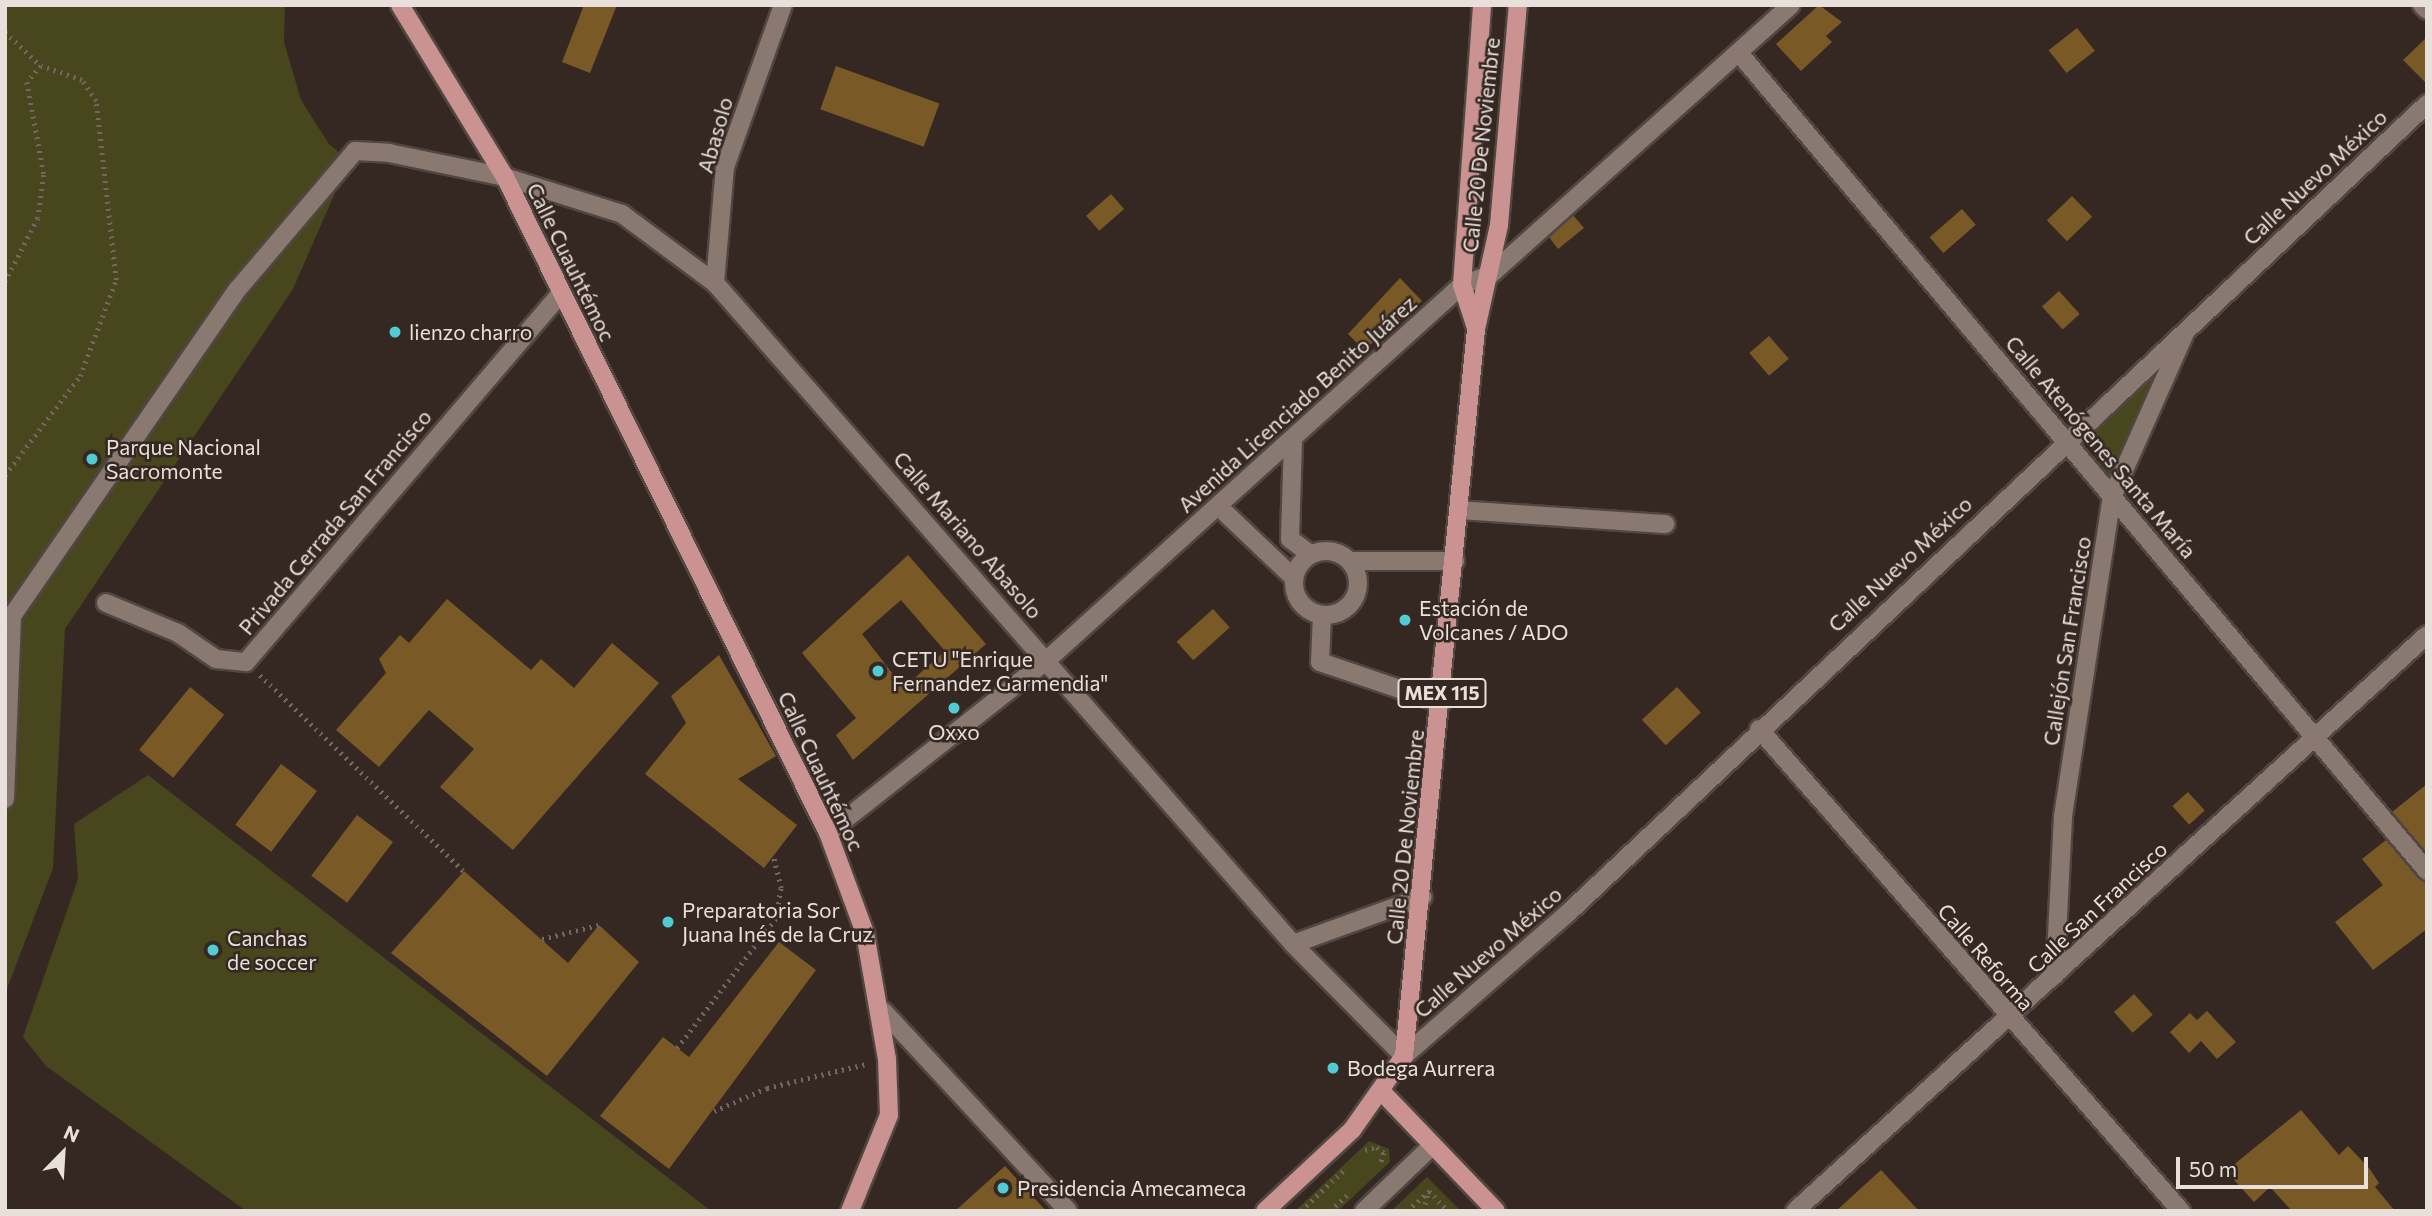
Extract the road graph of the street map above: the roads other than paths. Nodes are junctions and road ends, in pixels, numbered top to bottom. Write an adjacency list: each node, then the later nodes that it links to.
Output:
1 (400, 5): 10 (main road)
2 (783, 5): 12 (street, Abasolo)
3 (1482, 5): 13 (main road, Calle 20 De Noviembre / MEX 115)
4 (1518, 5): 11 (main road, Calle 20 De Noviembre / MEX 115)
5 (1791, 5): 8 (street, Avenida Licenciado Benito Juárez)
6 (2422, 5): 7 (street)
7 (2427, 10)
8 (1740, 53): 11 (street, Avenida Licenciado Benito Juárez); 17 (street, Calle Atenógenes Santa María)
9 (2427, 104): 16 (street, Calle Nuevo México)
10 (505, 177): 12 (street, Calle Mariano Abasolo); 14 (main road, Calle Cuauhtémoc); 34 (street, Calle Cuauhtémoc)
11 (1490, 275): 13 (street, Avenida Licenciado Benito Juárez); 15 (main road, Calle 20 De Noviembre / MEX 115)
12 (715, 283): 30 (street, Calle Mariano Abasolo)
13 (1462, 285): 15 (main road, Calle 20 De Noviembre / MEX 115); 18 (street, Avenida Licenciado Benito Juárez)
14 (560, 294): 27 (street, Privada Cerrada San Francisco); 35 (main road, Calle Cuauhtémoc)
15 (1476, 329): 21 (main road, Calle 20 De Noviembre / MEX 115)
16 (2187, 329): 17 (street, Calle Nuevo México); 19 (street, Callejón San Francisco)
17 (2064, 440): 19 (street, Calle Atenógenes Santa María); 32 (street, Calle Nuevo México)
18 (1293, 441): 20 (street, Avenida Licenciado Benito Juárez); 23 (street)
19 (2112, 496): 33 (street, Calle Atenógenes Santa María); 39 (street, Callejón San Francisco)
20 (1218, 506): 26 (street); 30 (street, Avenida Licenciado Benito Juárez)
21 (1459, 510): 22 (street); 25 (main road, Calle 20 De Noviembre / MEX 115)
22 (1666, 523)
23 (1310, 554): 24 (street); 26 (street)
24 (1351, 561): 25 (street); 28 (street)
25 (1455, 561): 31 (main road, Calle 20 De Noviembre / MEX 115)
26 (1294, 578): 28 (street)
27 (106, 603)
28 (1322, 615): 31 (street)
29 (2427, 635): 33 (street, Calle San Francisco)
30 (1047, 660): 35 (street, Avenida Licenciado Benito Juárez); 38 (street, Calle Mariano Abasolo)
31 (1441, 704): 37 (main road, Calle 20 De Noviembre / MEX 115)
32 (1759, 729): 41 (street, Calle Reforma); 42 (street, Calle Nuevo México)
33 (2315, 738): 36 (street, Calle Atenógenes Santa María); 39 (street, Calle San Francisco)
34 (5, 799)
35 (828, 833): 40 (main road, Calle Cuauhtémoc)
36 (2427, 871)
37 (1423, 897): 38 (street); 42 (main road, Calle 20 De Noviembre / MEX 115)
38 (1293, 944): 42 (street, Calle Mariano Abasolo)
39 (2055, 975): 41 (street, Calle San Francisco)
40 (883, 1011): 45 (main road, Calle Cuauhtémoc); 46 (street)
41 (2010, 1020): 50 (street, Calle San Francisco); 51 (street, Calle Reforma)
42 (1404, 1056): 43 (main road, Calle 20 De Noviembre / MEX 115)
43 (1383, 1093): 44 (main road); 47 (main road, MEX 115)
44 (1433, 1145): 48 (street); 49 (main road)
45 (850, 1211)
46 (1068, 1211)
47 (1265, 1211)
48 (1364, 1211)
49 (1496, 1211)
50 (1795, 1211)
51 (2181, 1211)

▶ Action item: Could you write out the records exactly while omitting every picture?

▶ Task answer:
Extract the road graph of the street map above: the roads other than paths. Nodes are junctions and road ends, in pixels, numbered top to bottom. Write an adjacency list: each node, then the later nodes that it links to.
Output:
1 (400, 5): 10 (main road)
2 (783, 5): 12 (street, Abasolo)
3 (1482, 5): 13 (main road, Calle 20 De Noviembre / MEX 115)
4 (1518, 5): 11 (main road, Calle 20 De Noviembre / MEX 115)
5 (1791, 5): 8 (street, Avenida Licenciado Benito Juárez)
6 (2422, 5): 7 (street)
7 (2427, 10)
8 (1740, 53): 11 (street, Avenida Licenciado Benito Juárez); 17 (street, Calle Atenógenes Santa María)
9 (2427, 104): 16 (street, Calle Nuevo México)
10 (505, 177): 12 (street, Calle Mariano Abasolo); 14 (main road, Calle Cuauhtémoc); 34 (street, Calle Cuauhtémoc)
11 (1490, 275): 13 (street, Avenida Licenciado Benito Juárez); 15 (main road, Calle 20 De Noviembre / MEX 115)
12 (715, 283): 30 (street, Calle Mariano Abasolo)
13 (1462, 285): 15 (main road, Calle 20 De Noviembre / MEX 115); 18 (street, Avenida Licenciado Benito Juárez)
14 (560, 294): 27 (street, Privada Cerrada San Francisco); 35 (main road, Calle Cuauhtémoc)
15 (1476, 329): 21 (main road, Calle 20 De Noviembre / MEX 115)
16 (2187, 329): 17 (street, Calle Nuevo México); 19 (street, Callejón San Francisco)
17 (2064, 440): 19 (street, Calle Atenógenes Santa María); 32 (street, Calle Nuevo México)
18 (1293, 441): 20 (street, Avenida Licenciado Benito Juárez); 23 (street)
19 (2112, 496): 33 (street, Calle Atenógenes Santa María); 39 (street, Callejón San Francisco)
20 (1218, 506): 26 (street); 30 (street, Avenida Licenciado Benito Juárez)
21 (1459, 510): 22 (street); 25 (main road, Calle 20 De Noviembre / MEX 115)
22 (1666, 523)
23 (1310, 554): 24 (street); 26 (street)
24 (1351, 561): 25 (street); 28 (street)
25 (1455, 561): 31 (main road, Calle 20 De Noviembre / MEX 115)
26 (1294, 578): 28 (street)
27 (106, 603)
28 (1322, 615): 31 (street)
29 (2427, 635): 33 (street, Calle San Francisco)
30 (1047, 660): 35 (street, Avenida Licenciado Benito Juárez); 38 (street, Calle Mariano Abasolo)
31 (1441, 704): 37 (main road, Calle 20 De Noviembre / MEX 115)
32 (1759, 729): 41 (street, Calle Reforma); 42 (street, Calle Nuevo México)
33 (2315, 738): 36 (street, Calle Atenógenes Santa María); 39 (street, Calle San Francisco)
34 (5, 799)
35 (828, 833): 40 (main road, Calle Cuauhtémoc)
36 (2427, 871)
37 (1423, 897): 38 (street); 42 (main road, Calle 20 De Noviembre / MEX 115)
38 (1293, 944): 42 (street, Calle Mariano Abasolo)
39 (2055, 975): 41 (street, Calle San Francisco)
40 (883, 1011): 45 (main road, Calle Cuauhtémoc); 46 (street)
41 (2010, 1020): 50 (street, Calle San Francisco); 51 (street, Calle Reforma)
42 (1404, 1056): 43 (main road, Calle 20 De Noviembre / MEX 115)
43 (1383, 1093): 44 (main road); 47 (main road, MEX 115)
44 (1433, 1145): 48 (street); 49 (main road)
45 (850, 1211)
46 (1068, 1211)
47 (1265, 1211)
48 (1364, 1211)
49 (1496, 1211)
50 (1795, 1211)
51 (2181, 1211)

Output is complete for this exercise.